(Provided data begins)
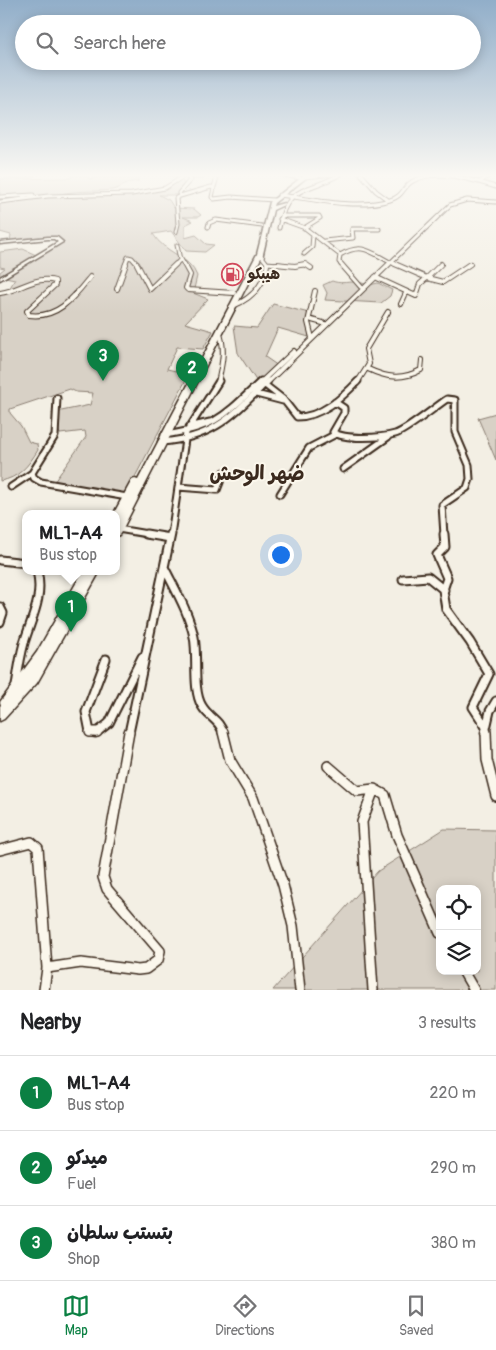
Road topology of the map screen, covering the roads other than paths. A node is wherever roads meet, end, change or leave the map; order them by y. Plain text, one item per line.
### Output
1 (178, 220) edge
2 (216, 220) edge
3 (217, 220) edge
4 (266, 220) edge
5 (266, 220) edge
6 (281, 220) edge
7 (286, 220) edge
8 (316, 220) edge
9 (431, 220) edge
10 (208, 227) dead end
11 (263, 228) junction
12 (280, 228) dead end
13 (304, 228) junction
14 (379, 229) dead end
15 (176, 232) dead end
16 (313, 234) junction
17 (324, 242) junction
18 (0, 243) edge
19 (177, 245) dead end
20 (260, 254) junction
21 (304, 254) dead end
22 (340, 255) junction
23 (180, 260) junction
24 (389, 261) junction
25 (267, 263) junction
26 (441, 264) dead end
27 (470, 264) dead end
28 (311, 268) dead end
29 (90, 277) dead end
30 (426, 278) junction
31 (372, 279) junction
32 (0, 280) edge
33 (243, 281) junction
34 (361, 286) junction
35 (117, 289) dead end
36 (315, 291) dead end
37 (0, 293) edge
38 (234, 293) junction
39 (406, 293) junction
40 (401, 304) dead end
41 (231, 307) junction
42 (311, 311) junction
43 (388, 312) dead end
44 (312, 320) junction
45 (323, 323) junction
46 (219, 331) junction
47 (312, 336) junction
48 (422, 360) dead end
49 (368, 369) junction
50 (265, 385) junction
51 (256, 394) junction
52 (57, 398) dead end
53 (285, 402) junction
54 (335, 402) junction
55 (186, 433) junction
56 (336, 434) junction
57 (164, 435) junction
58 (390, 435) junction
59 (161, 442) junction
60 (343, 469) dead end
61 (224, 472) dead end
62 (32, 473) junction
63 (11, 487) dead end
64 (178, 487) junction
65 (280, 494) dead end
66 (127, 497) junction
67 (120, 510) edge
68 (120, 524) edge
69 (120, 530) edge
70 (170, 538) junction
71 (0, 560) edge
72 (22, 563) edge
73 (165, 569) junction
74 (38, 575) edge
75 (86, 575) edge
76 (93, 575) edge
77 (402, 579) dead end
78 (444, 589) junction
79 (0, 607) edge
80 (0, 622) edge
81 (144, 653) junction
82 (106, 658) dead end
83 (16, 691) junction
84 (496, 701) edge
85 (0, 708) edge
86 (0, 715) edge
87 (486, 727) junction
88 (328, 766) dead end
89 (374, 789) junction
90 (496, 796) edge
91 (0, 850) edge
92 (439, 930) edge
93 (47, 968) junction
94 (465, 975) edge
95 (44, 990) edge
96 (300, 990) edge
97 (373, 990) edge
98 (474, 990) edge

1 - 15 street
2 - 10 street
3 - 11 street
4 - 11 highway
5 - 11 highway
6 - 12 street
7 - 13 street
8 - 13 street
9 - 24 street
11 - 20 highway
11 - 33 highway
13 - 16 street
14 - 17 street
16 - 17 street
16 - 21 street
17 - 22 street
18 - 32 main road
19 - 23 street
20 - 25 street
20 - 33 highway
22 - 24 street
22 - 34 street
23 - 35 street
23 - 38 street
24 - 30 street
24 - 31 street
24 - 31 street
25 - 28 street
25 - 41 street
26 - 30 street
27 - 30 street
29 - 37 street
30 - 39 street
31 - 34 street
31 - 39 street
31 - 47 street
33 - 38 highway
33 - 41 highway
34 - 45 street
36 - 42 street
38 - 66 highway
39 - 40 street
41 - 46 highway
42 - 44 street
42 - 47 street
43 - 49 street
44 - 45 street
44 - 47 street
45 - 47 street
46 - 55 street
46 - 57 highway
47 - 50 street
47 - 55 street
48 - 49 street
49 - 54 street
50 - 51 street
50 - 53 street
51 - 53 street
51 - 55 street
52 - 62 street
53 - 54 street
54 - 56 street
55 - 57 street
55 - 59 street
55 - 64 street
56 - 58 street
56 - 65 street
57 - 59 highway
58 - 60 street
58 - 78 street
59 - 68 highway
61 - 64 street
62 - 63 street
62 - 66 street
64 - 70 street
66 - 67 highway
69 - 70 street
70 - 73 street
71 - 72 street
73 - 81 street
73 - 96 street
74 - 83 street
75 - 83 highway
76 - 86 highway
77 - 78 street
78 - 87 street
79 - 80 street
81 - 82 street
81 - 93 street
83 - 85 highway
84 - 87 street
87 - 90 street
88 - 89 street
89 - 92 street
89 - 97 street
91 - 93 street
93 - 95 street
94 - 98 street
(Provided data ends)
Exercise description>
You need to restate all of the entries above exactly and leave the pictures behind.

Solution to the problem>
Road topology of the map screen, covering the roads other than paths. A node is wherever roads meet, end, change or leave the map; order them by y. Plain text, one item per line.
### Output
1 (178, 220) edge
2 (216, 220) edge
3 (217, 220) edge
4 (266, 220) edge
5 (266, 220) edge
6 (281, 220) edge
7 (286, 220) edge
8 (316, 220) edge
9 (431, 220) edge
10 (208, 227) dead end
11 (263, 228) junction
12 (280, 228) dead end
13 (304, 228) junction
14 (379, 229) dead end
15 (176, 232) dead end
16 (313, 234) junction
17 (324, 242) junction
18 (0, 243) edge
19 (177, 245) dead end
20 (260, 254) junction
21 (304, 254) dead end
22 (340, 255) junction
23 (180, 260) junction
24 (389, 261) junction
25 (267, 263) junction
26 (441, 264) dead end
27 (470, 264) dead end
28 (311, 268) dead end
29 (90, 277) dead end
30 (426, 278) junction
31 (372, 279) junction
32 (0, 280) edge
33 (243, 281) junction
34 (361, 286) junction
35 (117, 289) dead end
36 (315, 291) dead end
37 (0, 293) edge
38 (234, 293) junction
39 (406, 293) junction
40 (401, 304) dead end
41 (231, 307) junction
42 (311, 311) junction
43 (388, 312) dead end
44 (312, 320) junction
45 (323, 323) junction
46 (219, 331) junction
47 (312, 336) junction
48 (422, 360) dead end
49 (368, 369) junction
50 (265, 385) junction
51 (256, 394) junction
52 (57, 398) dead end
53 (285, 402) junction
54 (335, 402) junction
55 (186, 433) junction
56 (336, 434) junction
57 (164, 435) junction
58 (390, 435) junction
59 (161, 442) junction
60 (343, 469) dead end
61 (224, 472) dead end
62 (32, 473) junction
63 (11, 487) dead end
64 (178, 487) junction
65 (280, 494) dead end
66 (127, 497) junction
67 (120, 510) edge
68 (120, 524) edge
69 (120, 530) edge
70 (170, 538) junction
71 (0, 560) edge
72 (22, 563) edge
73 (165, 569) junction
74 (38, 575) edge
75 (86, 575) edge
76 (93, 575) edge
77 (402, 579) dead end
78 (444, 589) junction
79 (0, 607) edge
80 (0, 622) edge
81 (144, 653) junction
82 (106, 658) dead end
83 (16, 691) junction
84 (496, 701) edge
85 (0, 708) edge
86 (0, 715) edge
87 (486, 727) junction
88 (328, 766) dead end
89 (374, 789) junction
90 (496, 796) edge
91 (0, 850) edge
92 (439, 930) edge
93 (47, 968) junction
94 (465, 975) edge
95 (44, 990) edge
96 (300, 990) edge
97 (373, 990) edge
98 (474, 990) edge

1 - 15 street
2 - 10 street
3 - 11 street
4 - 11 highway
5 - 11 highway
6 - 12 street
7 - 13 street
8 - 13 street
9 - 24 street
11 - 20 highway
11 - 33 highway
13 - 16 street
14 - 17 street
16 - 17 street
16 - 21 street
17 - 22 street
18 - 32 main road
19 - 23 street
20 - 25 street
20 - 33 highway
22 - 24 street
22 - 34 street
23 - 35 street
23 - 38 street
24 - 30 street
24 - 31 street
24 - 31 street
25 - 28 street
25 - 41 street
26 - 30 street
27 - 30 street
29 - 37 street
30 - 39 street
31 - 34 street
31 - 39 street
31 - 47 street
33 - 38 highway
33 - 41 highway
34 - 45 street
36 - 42 street
38 - 66 highway
39 - 40 street
41 - 46 highway
42 - 44 street
42 - 47 street
43 - 49 street
44 - 45 street
44 - 47 street
45 - 47 street
46 - 55 street
46 - 57 highway
47 - 50 street
47 - 55 street
48 - 49 street
49 - 54 street
50 - 51 street
50 - 53 street
51 - 53 street
51 - 55 street
52 - 62 street
53 - 54 street
54 - 56 street
55 - 57 street
55 - 59 street
55 - 64 street
56 - 58 street
56 - 65 street
57 - 59 highway
58 - 60 street
58 - 78 street
59 - 68 highway
61 - 64 street
62 - 63 street
62 - 66 street
64 - 70 street
66 - 67 highway
69 - 70 street
70 - 73 street
71 - 72 street
73 - 81 street
73 - 96 street
74 - 83 street
75 - 83 highway
76 - 86 highway
77 - 78 street
78 - 87 street
79 - 80 street
81 - 82 street
81 - 93 street
83 - 85 highway
84 - 87 street
87 - 90 street
88 - 89 street
89 - 92 street
89 - 97 street
91 - 93 street
93 - 95 street
94 - 98 street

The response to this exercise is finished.